Chapter 44: - Page 5 of 6

An Examination of Conscience

(English version of “Noli Me Tangere”)

The sick girl, in the meantime, raised the handkerchief to her eyes several times and her breathing became more noticeable.

What a good soul! thought the old woman. She who is so obedient and submissive to every one! I’ve committed more sins and yet I’ve never been able really to cry.

She then began the fifth commandment with greater pauses and even more pronounced snuffling, if that were possible, and with such great enthusiasm that she did not hear the stifled sobs of her niece. Only in a pause which she made after the comments on homicide, by violence did she notice the groans of the sinner. Then her tone passed into the sublime as she read the rest of the commandment in accents that she tried to reader threatening, seeing that her niece was still weeping.

Weep, daughter, weep! she said, approaching the bed. The more you weep the sooner God will pardon you. Hold the sorrow of repentance as better than that of mere penitence. Weep, daughter, weep! You don’t know how much I enjoy seeing you weep. Beat yourself on the breast also, but not hard, for you’re still sick.

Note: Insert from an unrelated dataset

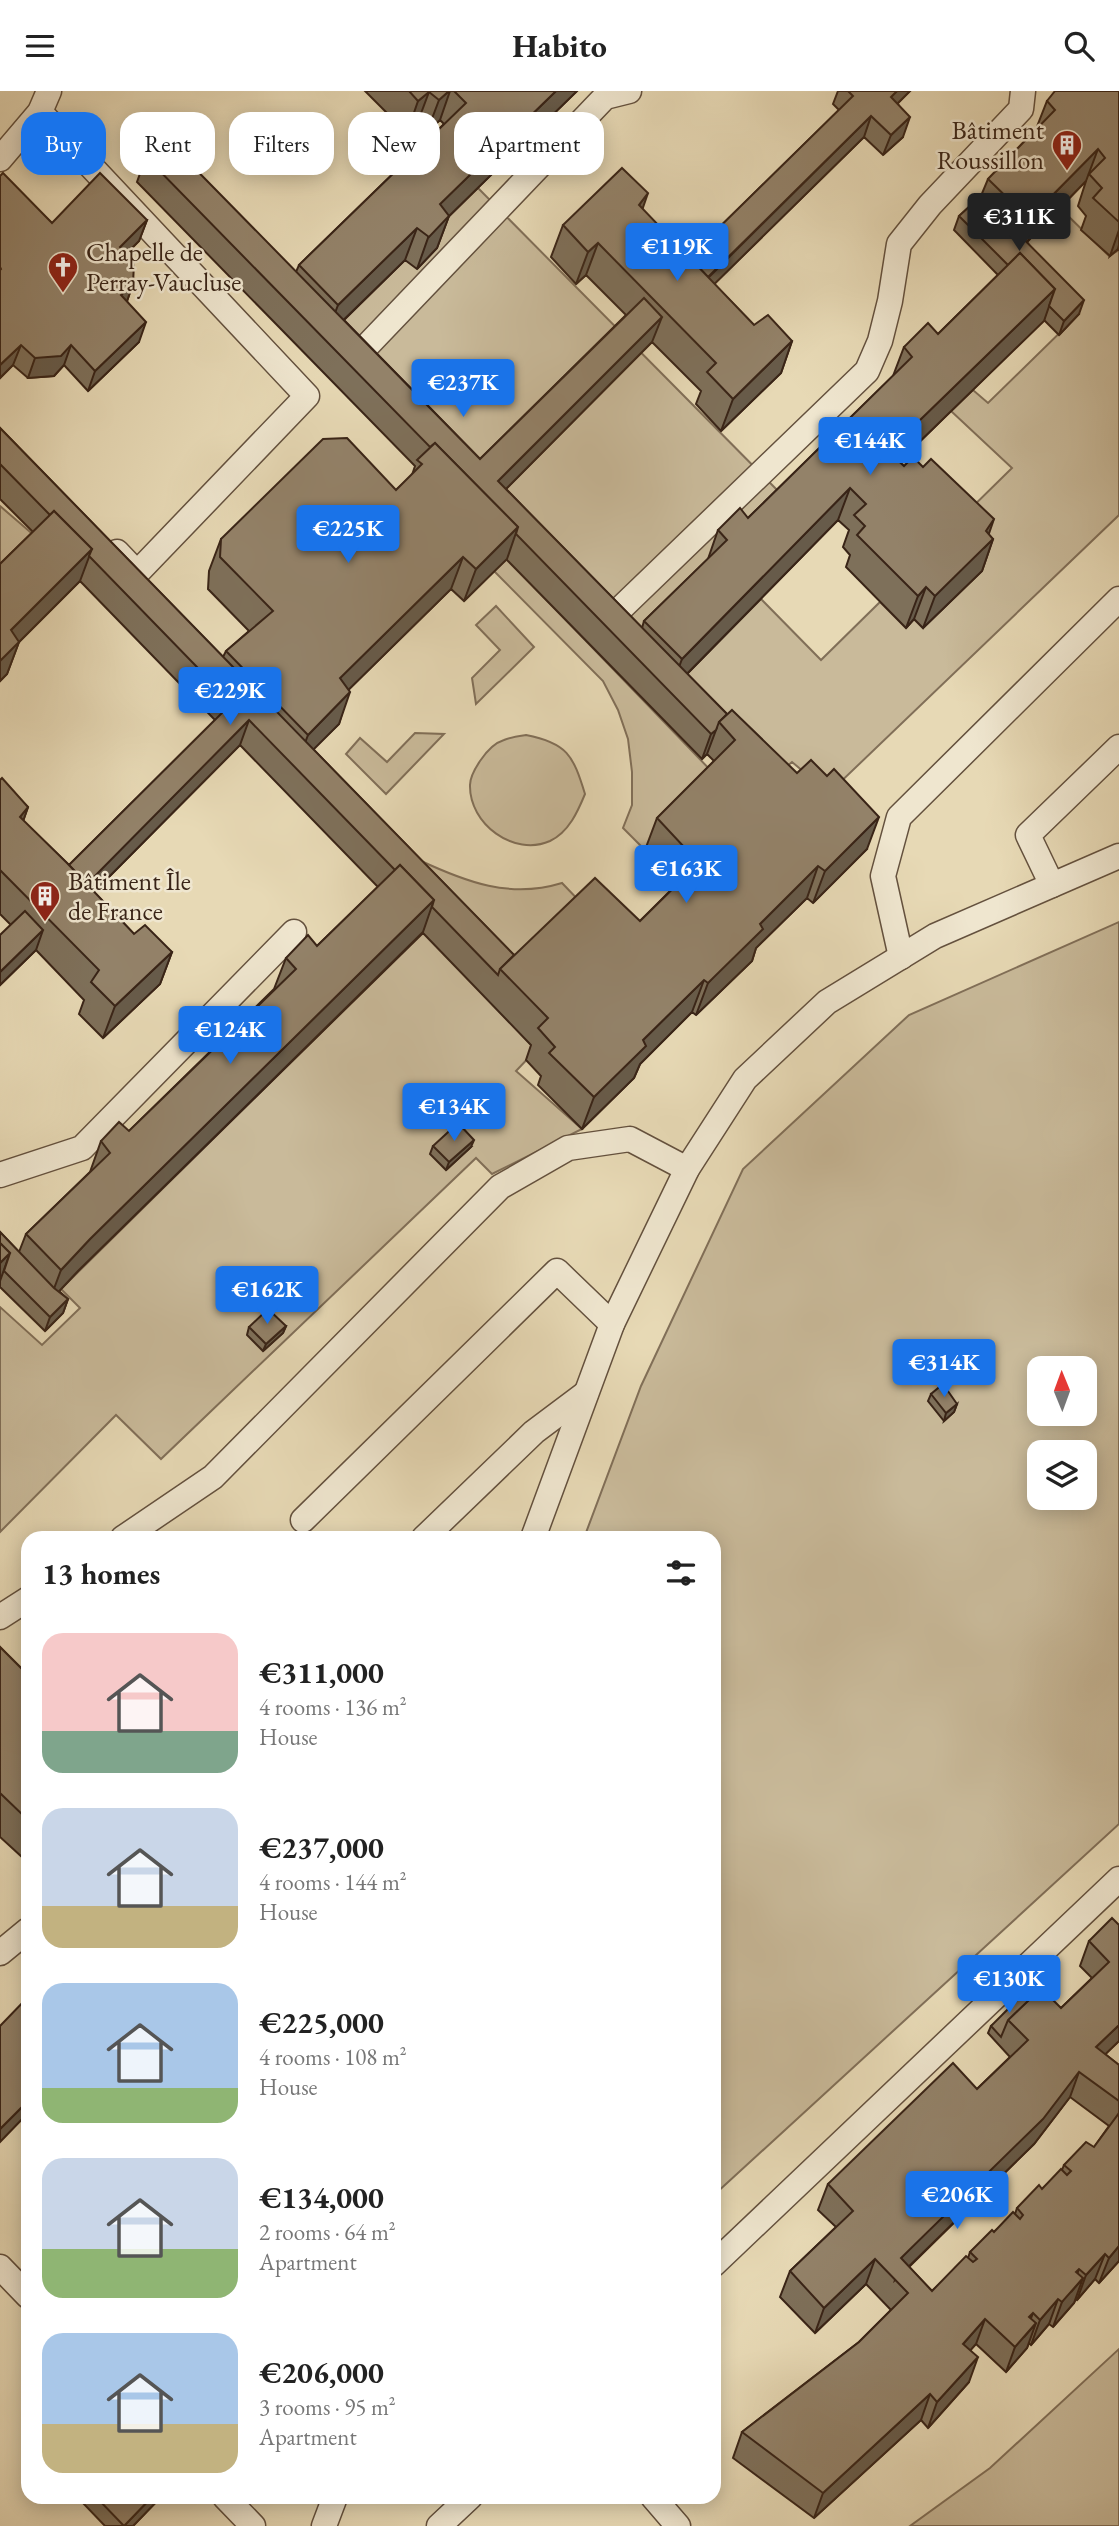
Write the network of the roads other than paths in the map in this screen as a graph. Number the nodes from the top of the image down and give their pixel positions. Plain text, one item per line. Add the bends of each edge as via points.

But, as if her sorrow needed mystery and solitude to make it increase, Maria Clara, on seeing herself observed, little by little stopped sighing and dried her eyes without saying anything or answering her aunt, who continued the reading. Since the wails of her audience had ceased, however, she lost her enthusiasm, and the last commandments made her so sleepy that she began to yawn, with great detriment to her snuffling, which was thus interrupted.

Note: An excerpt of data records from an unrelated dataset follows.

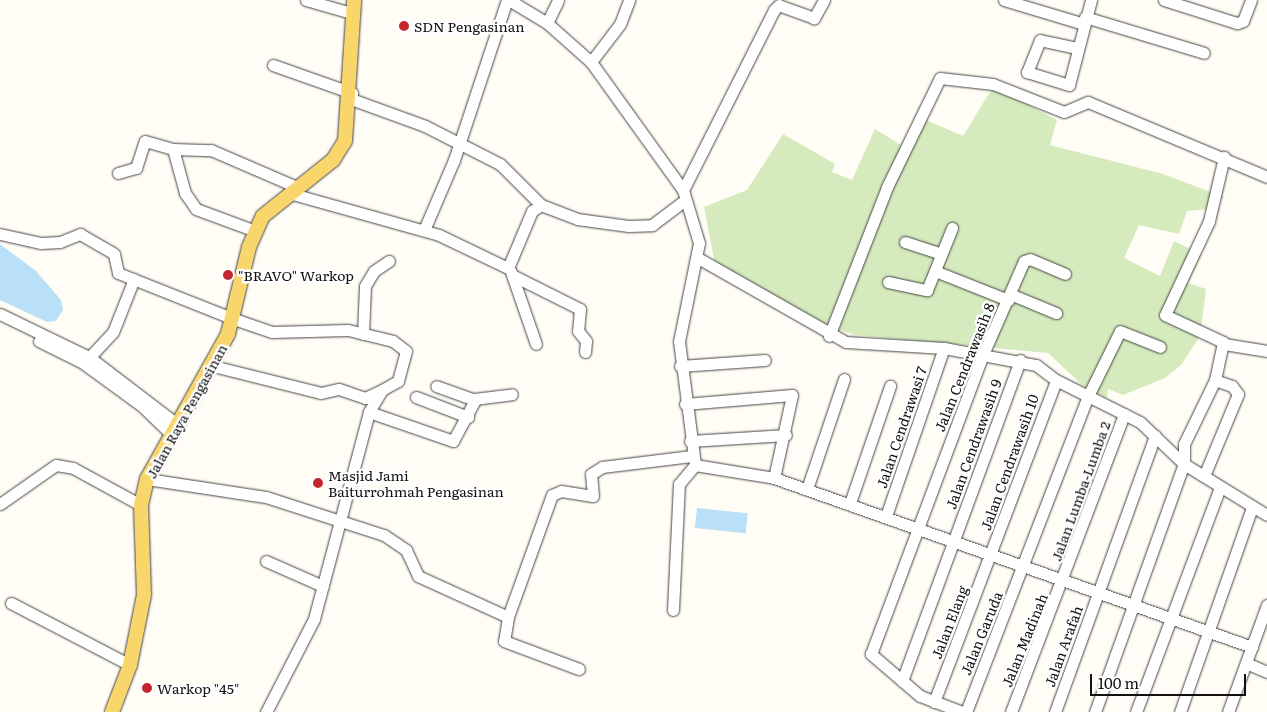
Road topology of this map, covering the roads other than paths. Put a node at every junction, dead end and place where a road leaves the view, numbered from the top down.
1 (306, 0) edge
2 (508, 0) edge
3 (558, 0) edge
4 (629, 0) edge
5 (824, 0) edge
6 (1004, 0) edge
7 (1091, 0) edge
8 (1164, 0) edge
9 (1251, 0) edge
10 (774, 3) edge
11 (352, 7) edge
12 (1084, 21) junction
13 (547, 22) junction
14 (1077, 48) junction
15 (1204, 53) dead end
16 (592, 62) junction
17 (273, 65) dead end
18 (351, 96) junction
19 (458, 147) junction
20 (173, 149) junction
21 (1224, 157) junction
22 (118, 173) dead end
23 (1267, 177) edge
24 (293, 190) junction
25 (684, 199) junction
26 (541, 205) junction
27 (952, 228) dead end
28 (424, 230) junction
29 (255, 231) junction
30 (0, 234) edge
31 (904, 242) dead end
32 (941, 254) junction
33 (698, 258) junction
34 (389, 261) dead end
35 (934, 271) junction
36 (511, 272) junction
37 (1065, 274) dead end
38 (134, 279) junction
39 (888, 282) dead end
40 (1009, 297) junction
41 (1056, 313) dead end
42 (0, 314) edge
43 (234, 319) junction
44 (0, 322) edge
45 (363, 334) junction
46 (829, 336) junction
47 (536, 344) dead end
48 (1224, 344) junction
49 (1160, 347) dead end
50 (944, 348) junction
51 (1267, 351) edge
52 (584, 352) dead end
53 (984, 352) junction
54 (86, 360) junction
55 (765, 360) dead end
56 (1020, 360) junction
57 (212, 366) junction
58 (680, 366) junction
59 (844, 379) dead end
60 (1056, 380) junction
61 (1215, 380) junction
62 (436, 386) dead end
63 (890, 386) dead end
64 (382, 390) junction
65 (512, 394) dead end
66 (1088, 396) junction
67 (416, 397) dead end
68 (474, 399) junction
69 (684, 404) junction
70 (369, 412) junction
71 (1124, 414) junction
72 (468, 416) junction
73 (174, 429) junction
74 (786, 435) junction
75 (1155, 435) junction
76 (690, 441) junction
77 (693, 460) junction
78 (1184, 464) junction
79 (1204, 476) junction
80 (774, 478) junction
81 (147, 479) junction
82 (1220, 488) junction
83 (807, 489) junction
84 (0, 504) edge
85 (850, 504) junction
86 (141, 505) junction
87 (1252, 508) junction
88 (1267, 515) edge
89 (886, 516) junction
90 (338, 518) junction
91 (917, 526) junction
92 (953, 540) junction
93 (992, 554) junction
94 (266, 561) dead end
95 (1024, 565) junction
96 (1064, 579) junction
97 (323, 586) junction
98 (1099, 591) junction
99 (11, 603) dead end
100 (1134, 603) junction
101 (1267, 606) edge
102 (673, 610) dead end
103 (508, 616) junction
104 (1170, 618) junction
105 (1209, 631) junction
106 (1252, 647) junction
107 (1246, 663) junction
108 (130, 665) junction
109 (579, 669) dead end
110 (1267, 672) edge
111 (902, 681) junction
112 (934, 702) junction
113 (112, 712) edge
114 (266, 712) edge
115 (960, 712) edge
116 (1011, 712) edge
117 (1055, 712) edge
118 (1095, 712) edge
119 (1136, 712) edge
120 (1180, 712) edge
121 (1228, 712) edge

1 - 11 street
2 - 13 street
2 - 19 street
3 - 13 street
4 - 16 street
5 - 10 street
6 - 12 street
7 - 12 street
8 - 9 street
10 - 25 street
11 - 18 main road, Jalan Raya Pengasinan
12 - 14 street
12 - 15 street
13 - 16 street
14 - 14 street
16 - 25 street
17 - 18 street
18 - 19 street
18 - 24 main road, Jalan Raya Pengasinan
19 - 26 street
19 - 28 street
20 - 22 street
20 - 24 street
20 - 29 street
21 - 23 street
21 - 46 street
21 - 48 street
24 - 28 street
24 - 29 main road, Jalan Raya Pengasinan
25 - 26 street
25 - 33 street
26 - 36 street
27 - 32 street
28 - 36 street
29 - 43 main road, Jalan Raya Pengasinan
30 - 38 street
31 - 32 street
32 - 35 street
33 - 46 street
33 - 58 street
34 - 45 street
35 - 39 street
35 - 40 street
36 - 47 street
36 - 52 street
37 - 40 street, Jalan Cendrawasih 8
38 - 43 street
38 - 54 street
40 - 41 street
40 - 53 street, Jalan Cendrawasih 8
42 - 54 street
43 - 45 street
43 - 57 main road, Jalan Raya Pengasinan
44 - 54 street
45 - 64 street
46 - 50 street
48 - 51 street
48 - 61 street
49 - 66 street, Jalan Garuda
50 - 53 street
50 - 89 street, Jalan Cendrawasi 7
53 - 56 street
53 - 91 street, Jalan Cendrawasih 8
54 - 73 street
55 - 58 street
56 - 60 street
56 - 92 street, Jalan Cendrawasih 9
57 - 64 street
57 - 73 main road, Jalan Raya Pengasinan
58 - 69 street
59 - 83 street
60 - 66 street
60 - 93 street, Jalan Cendrawasih 10
61 - 78 street
61 - 79 street
62 - 68 street
63 - 85 street
64 - 70 street
65 - 68 street
66 - 71 street
66 - 95 street, Jalan Garuda
67 - 72 street
68 - 72 street
69 - 74 street
69 - 76 street
70 - 72 street
70 - 90 street
71 - 75 street
71 - 96 street, Jalan Lumba-Lumba 2
73 - 81 main road, Jalan Raya Pengasinan
74 - 76 street
74 - 80 street
75 - 78 street
75 - 98 street, Jalan Arafah
76 - 77 street
77 - 80 street
77 - 102 street
77 - 103 street
78 - 79 street
78 - 100 street
79 - 82 street
80 - 83 street
81 - 86 main road, Jalan Raya Pengasinan
81 - 90 street
82 - 87 street
82 - 104 street
83 - 85 street
84 - 86 street
85 - 89 street
86 - 108 main road, Jalan Raya Pengasinan
87 - 88 street
87 - 105 street
89 - 91 street
90 - 97 street
90 - 103 street
91 - 92 street
91 - 111 street, Jalan Cendrawasih 8
92 - 93 street
92 - 111 street, Jalan Cendrawasih 9
93 - 95 street
93 - 112 street, Jalan Elang
94 - 97 street
95 - 96 street
95 - 115 street, Jalan Garuda
96 - 98 street
96 - 116 street, Jalan Madinah
97 - 114 street
98 - 100 street
98 - 117 street, Jalan Arafah
99 - 108 street
100 - 104 street
100 - 118 street
101 - 106 street
103 - 109 street
104 - 105 street
104 - 119 street
105 - 106 street
105 - 120 street
106 - 107 street
107 - 110 street
107 - 121 street
108 - 113 main road, Jalan Raya Pengasinan
111 - 112 street
112 - 115 street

If I hadn’t seen it with my own eyes, I wouldn’t have believed it, thought the good old lady afterwards. This girl sins like a soldier against the first five and from the sixth to the tenth not a venial sin, just the opposite to us! How the world does move now!

So she lighted a large candle to the Virgin of Antipolo and two other smaller ones to Our Lady of the Rosary and Our Lady of the Pillar, [2] taking care to put away in a corner a marble crucifix to make it understand that the candles were not lighted for it. Nor did the Virgin of Delaroche have any share; she was an unknown foreigner, and Aunt Isabel had never heard of any miracle of hers.

[2] The famous Virgin of Saragossa, Spain, and patroness of Santa Cruz, Manila.—TR.